A payday loan borrower, Patricia Reynolds told listeners about the spiraling hole of debt that develops when someone borrows at interest rates that sometimes can be as high as 1,900 percent.

Reynolds borrowed money to pay a bill, not realizing each time she made a payment, she was falling deeper in debt. By the time a church stepped in to pay her bill and began accepting payments from Reynolds, she owed $1,300 on a $300 loan.

"You don't know that most of the money goes to interest," Reynolds said. "Nobody tells you about the interest rates."

Jeanette Mott Oxford, executive director of Empower Missouri, said all Missourians deserve access to basic human needs - including health care and child care.

"We think our state is not doing a very good job in that regard," Oxford said.

It's not doing a very good job in many ways, she said. As needs for services and education increase, the state cuts revenue for those needs, Oxford said. In trying to make the state "business-friendly," it has slashed taxes on corporations, she added.

"Corporations should also bear responsibility for supporting the common good," Oxford said. "Corporations use ports, roads, bridges. They use an educated workforce. They rely on police and fire protection.

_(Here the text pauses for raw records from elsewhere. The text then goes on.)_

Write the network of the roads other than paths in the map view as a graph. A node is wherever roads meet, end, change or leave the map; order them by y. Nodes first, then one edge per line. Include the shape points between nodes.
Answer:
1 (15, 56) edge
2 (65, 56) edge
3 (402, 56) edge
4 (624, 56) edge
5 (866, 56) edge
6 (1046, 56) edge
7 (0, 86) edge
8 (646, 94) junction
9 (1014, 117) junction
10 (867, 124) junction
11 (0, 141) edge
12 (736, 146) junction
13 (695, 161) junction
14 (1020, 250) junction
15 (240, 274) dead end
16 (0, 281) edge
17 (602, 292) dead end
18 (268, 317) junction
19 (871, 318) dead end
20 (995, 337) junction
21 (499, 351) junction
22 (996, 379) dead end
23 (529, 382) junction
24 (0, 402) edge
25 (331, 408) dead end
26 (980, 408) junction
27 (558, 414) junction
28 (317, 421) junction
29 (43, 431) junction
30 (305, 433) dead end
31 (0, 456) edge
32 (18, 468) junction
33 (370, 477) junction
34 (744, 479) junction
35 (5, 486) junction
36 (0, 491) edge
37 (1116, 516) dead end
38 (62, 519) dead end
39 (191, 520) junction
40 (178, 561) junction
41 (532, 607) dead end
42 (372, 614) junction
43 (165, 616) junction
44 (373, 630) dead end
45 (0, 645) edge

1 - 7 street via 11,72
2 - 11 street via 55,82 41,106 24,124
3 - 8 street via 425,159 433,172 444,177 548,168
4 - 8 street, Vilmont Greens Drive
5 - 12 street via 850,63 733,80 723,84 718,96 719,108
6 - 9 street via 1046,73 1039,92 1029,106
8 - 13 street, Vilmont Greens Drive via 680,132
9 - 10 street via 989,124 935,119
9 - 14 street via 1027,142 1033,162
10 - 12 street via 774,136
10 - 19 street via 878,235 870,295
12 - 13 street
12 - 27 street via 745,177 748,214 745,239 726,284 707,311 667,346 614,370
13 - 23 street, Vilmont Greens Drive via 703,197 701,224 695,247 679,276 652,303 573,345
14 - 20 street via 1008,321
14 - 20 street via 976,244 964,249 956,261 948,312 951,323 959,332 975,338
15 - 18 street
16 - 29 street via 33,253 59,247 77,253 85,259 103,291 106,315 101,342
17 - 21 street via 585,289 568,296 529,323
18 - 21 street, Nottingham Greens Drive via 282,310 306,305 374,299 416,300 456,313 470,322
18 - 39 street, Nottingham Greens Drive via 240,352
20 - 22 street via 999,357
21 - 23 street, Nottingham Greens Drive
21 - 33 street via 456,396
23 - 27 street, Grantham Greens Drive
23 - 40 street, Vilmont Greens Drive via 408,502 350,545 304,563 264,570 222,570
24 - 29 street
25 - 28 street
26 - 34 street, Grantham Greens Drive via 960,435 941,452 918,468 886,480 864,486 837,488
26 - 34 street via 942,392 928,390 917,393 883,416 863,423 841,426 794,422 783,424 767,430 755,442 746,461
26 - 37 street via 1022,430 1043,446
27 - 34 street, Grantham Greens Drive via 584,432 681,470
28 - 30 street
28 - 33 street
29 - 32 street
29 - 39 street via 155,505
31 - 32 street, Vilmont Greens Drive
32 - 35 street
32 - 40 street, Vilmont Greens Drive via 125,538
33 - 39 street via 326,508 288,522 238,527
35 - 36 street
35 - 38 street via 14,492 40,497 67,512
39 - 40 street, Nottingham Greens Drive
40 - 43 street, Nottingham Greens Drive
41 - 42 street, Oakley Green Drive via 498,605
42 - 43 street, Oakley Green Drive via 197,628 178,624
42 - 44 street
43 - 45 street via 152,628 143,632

They use courts for mergers, acquisitions and bankruptcies."

Everyone should put in the amount they're able to support the common good, she said.

Voters must insist, Gould added, lawmakers not make the kinds of policies that allow teenagers to be imprisoned, for payday predation and that they must pass a moral budget.

"I believe that the budget is a moral document," she said. "And the current one is immoral."